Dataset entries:
....

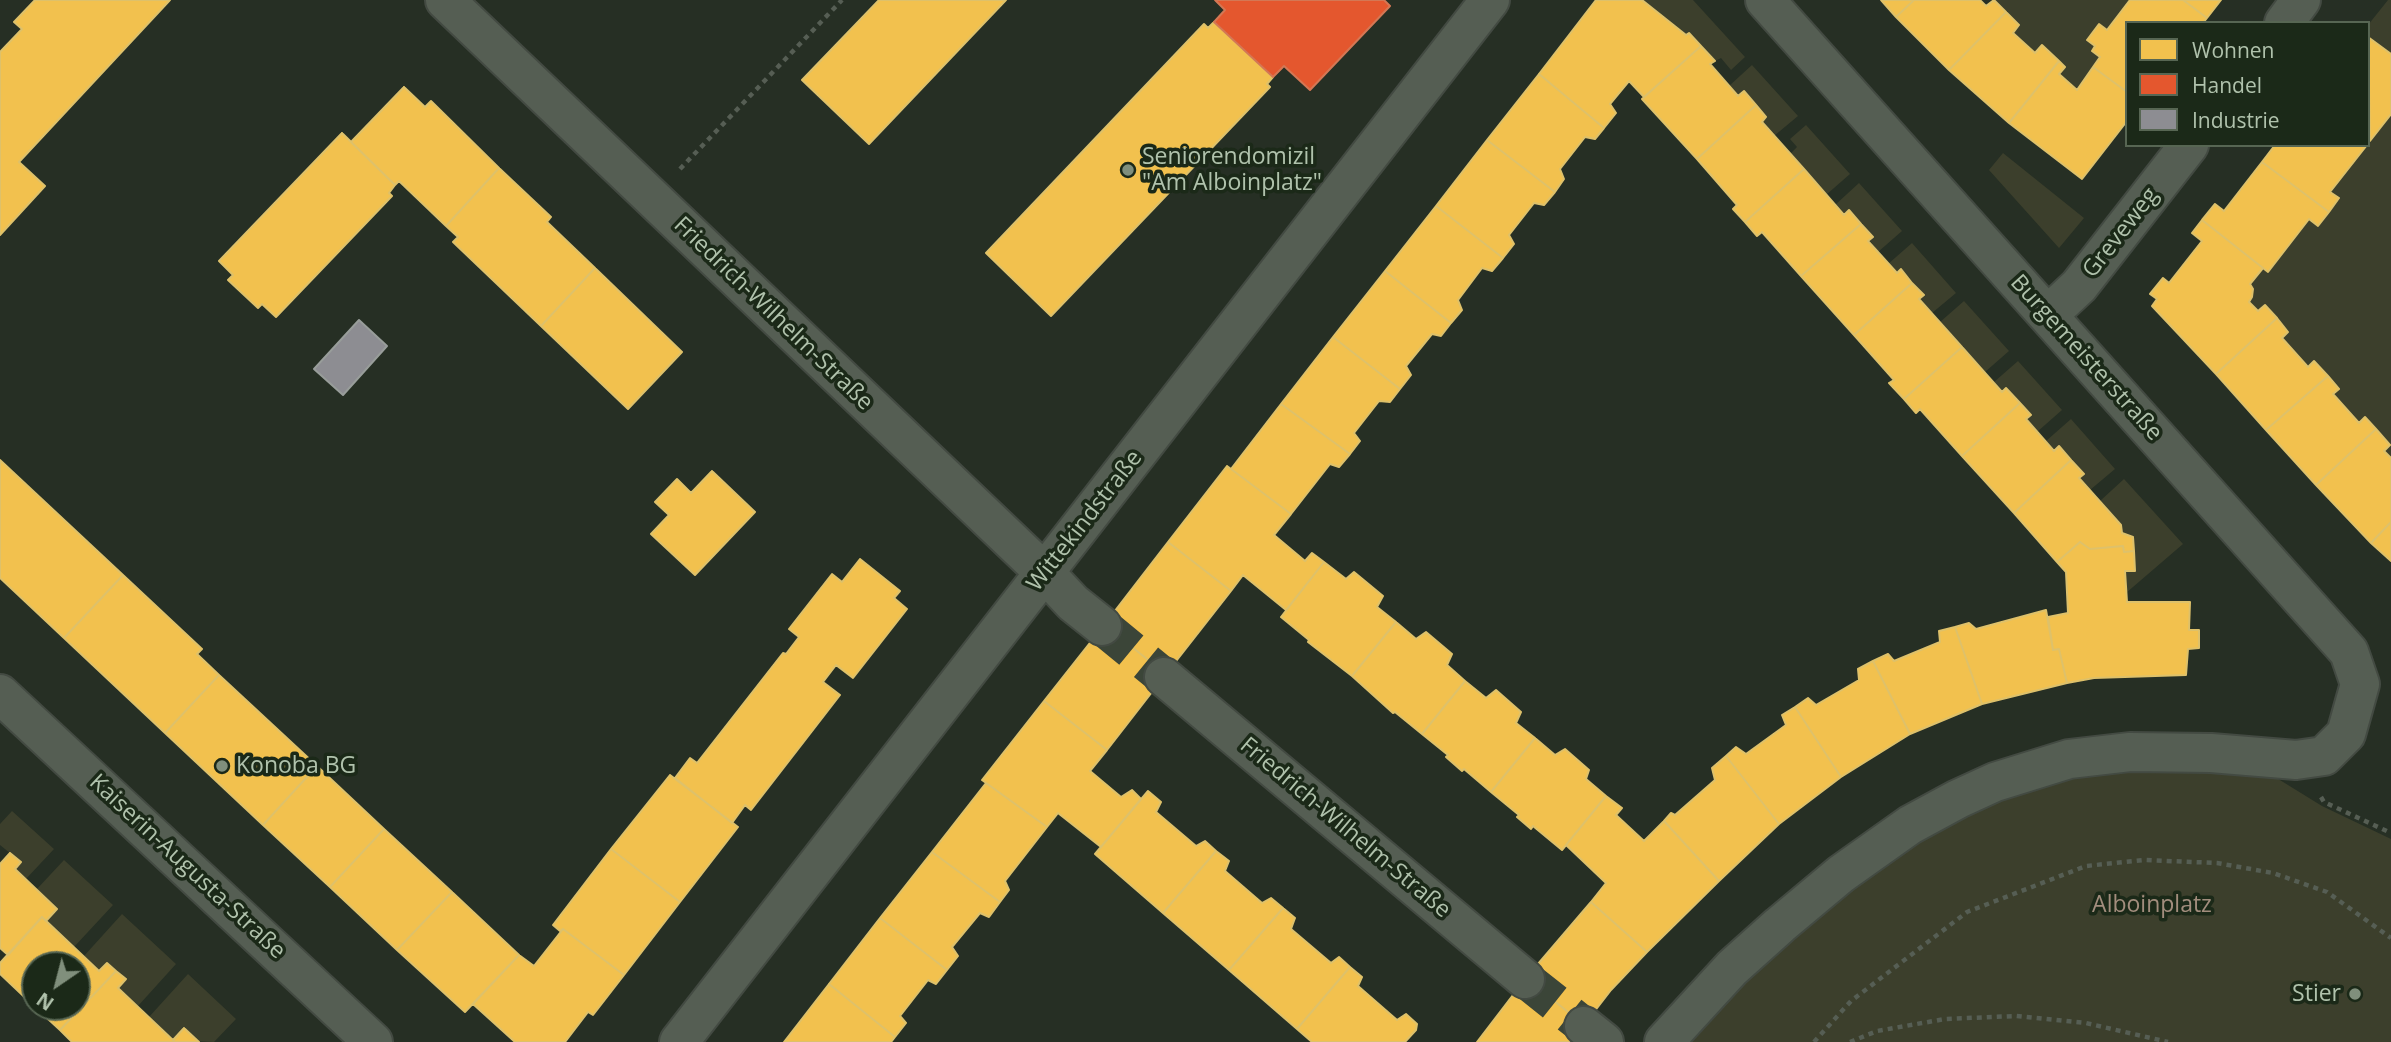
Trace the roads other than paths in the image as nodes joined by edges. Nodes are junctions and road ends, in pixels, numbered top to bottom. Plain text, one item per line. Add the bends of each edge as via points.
1 (445, 0) edge
2 (1490, 0) edge
3 (1765, 0) edge
4 (2301, 0) edge
5 (2285, 21) edge
6 (2187, 147) edge
7 (2048, 315) junction
8 (1045, 573) junction
9 (1102, 626) tunnel mouth
10 (1164, 677) tunnel mouth
11 (0, 694) edge
12 (1525, 979) tunnel mouth
13 (373, 1042) edge
14 (679, 1042) edge
15 (1664, 1042) edge

1 - 8 street, Friedrich-Wilhelm-Straße
2 - 8 street, Wittekindstraße
3 - 7 street, Burgemeisterstraße
4 - 5 street
6 - 7 street, Greveweg via 2079,286
7 - 15 street, Burgemeisterstraße via 2349,652 2360,684 2346,734 2325,756 2296,760 2130,752 2069,759 1995,782 1910,825 1841,874 1732,968
8 - 9 street, Friedrich-Wilhelm-Straße
8 - 14 street, Wittekindstraße
10 - 12 street, Friedrich-Wilhelm-Straße
11 - 13 street, Kaiserin-Augusta-Straße

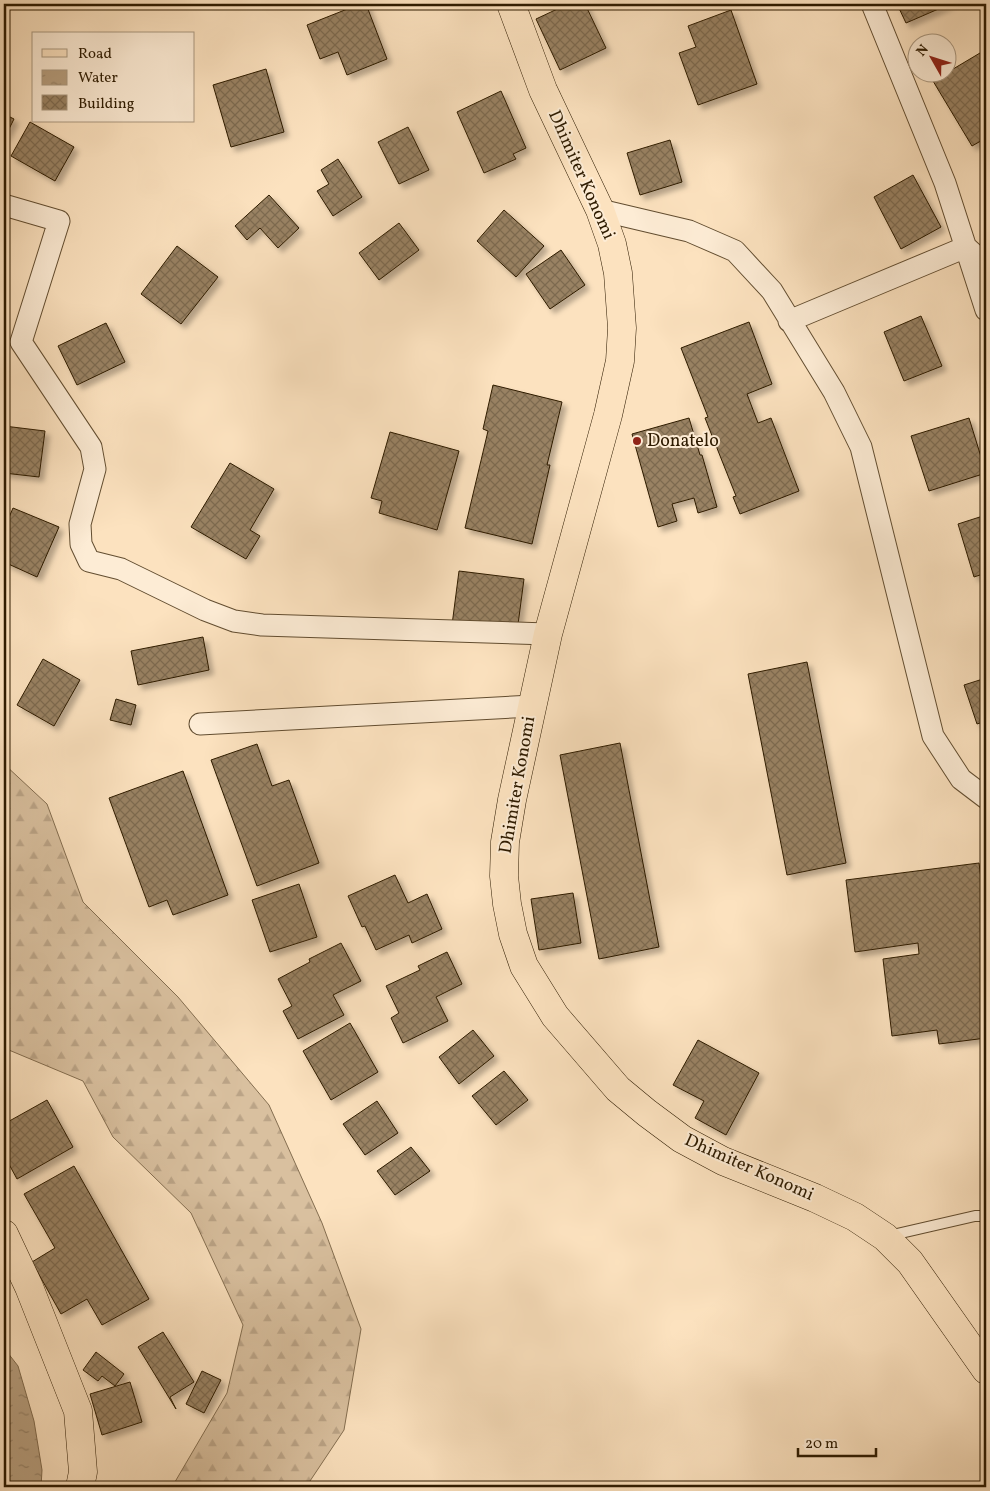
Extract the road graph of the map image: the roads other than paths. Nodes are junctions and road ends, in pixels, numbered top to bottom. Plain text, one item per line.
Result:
1 (511, 4) edge
2 (872, 4) edge
3 (4, 206) edge
4 (600, 210) junction
5 (966, 247) junction
6 (986, 266) edge
7 (986, 310) edge
8 (789, 321) junction
9 (548, 634) junction
10 (532, 706) junction
11 (200, 724) dead end
12 (986, 798) edge
13 (986, 1216) edge
14 (4, 1234) edge
15 (885, 1237) junction
16 (986, 1370) edge
17 (80, 1487) edge

1 - 4 main road, Dhimiter Konomi
2 - 5 street
3 - 9 street
4 - 8 street
4 - 9 main road, Dhimiter Konomi
5 - 6 street
5 - 7 street
5 - 8 street
8 - 12 street
9 - 10 main road, Dhimiter Konomi
10 - 11 street
10 - 15 main road, Dhimiter Konomi
13 - 15 lane
14 - 17 main road
15 - 16 main road, Dhimiter Konomi

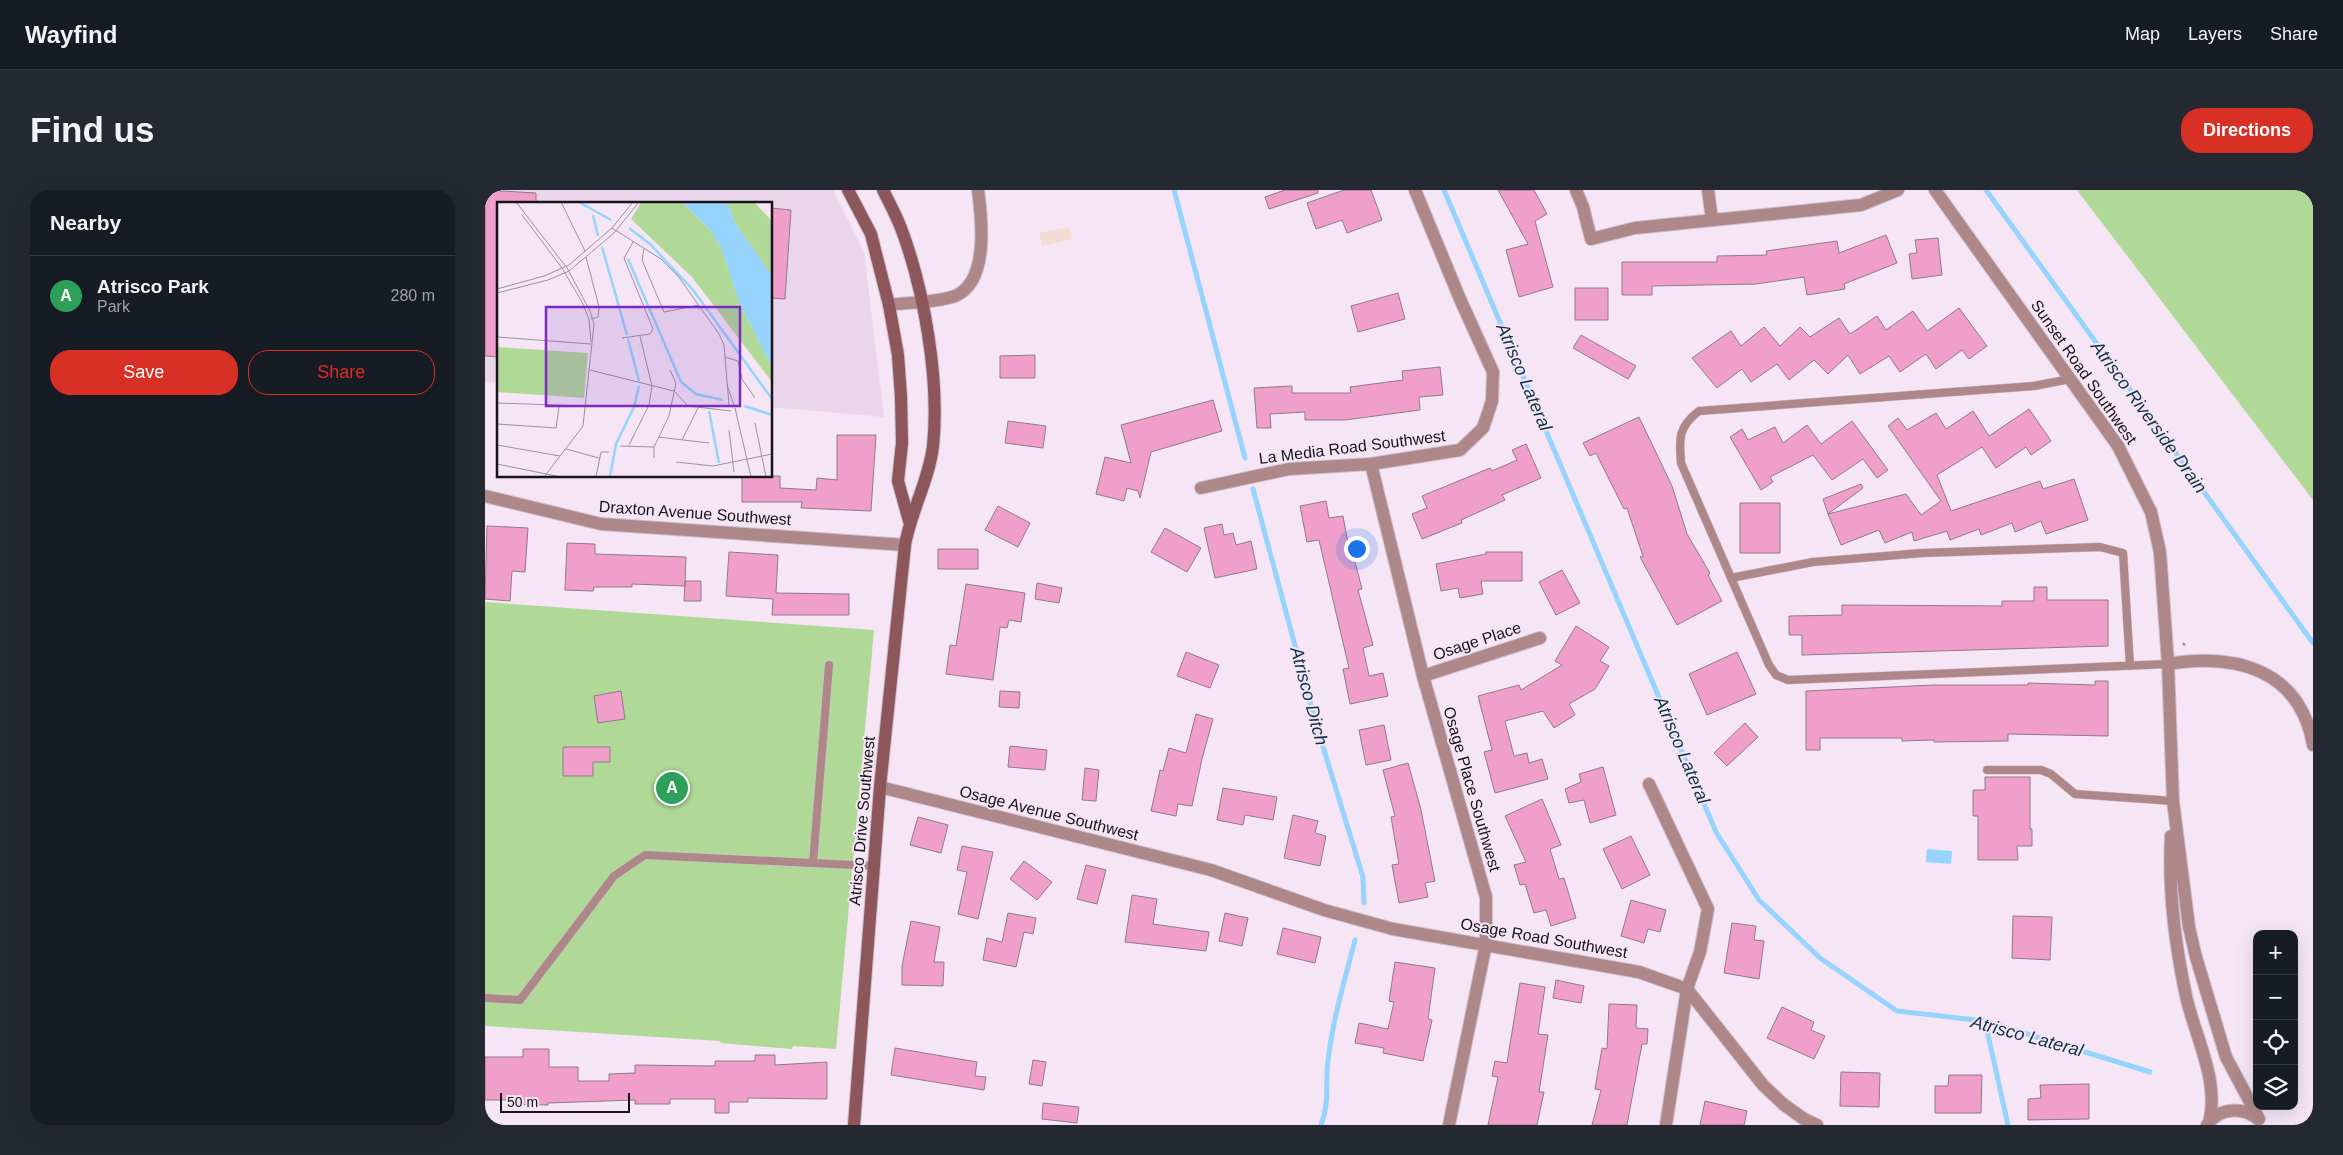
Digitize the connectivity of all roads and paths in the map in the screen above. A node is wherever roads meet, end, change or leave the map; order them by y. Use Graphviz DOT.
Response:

....

◆ **EXERCISE**: Transcribe exactly, and only, the lines from the one with "Digitize the connectivity" through the last line of the data.

◆ **EXERCISE SOLUTION**:
Digitize the connectivity of all roads and paths in the map in the screen above. A node is wherever roads meet, end, change or leave the map; order them by y. Use Graphviz DOT.
Response:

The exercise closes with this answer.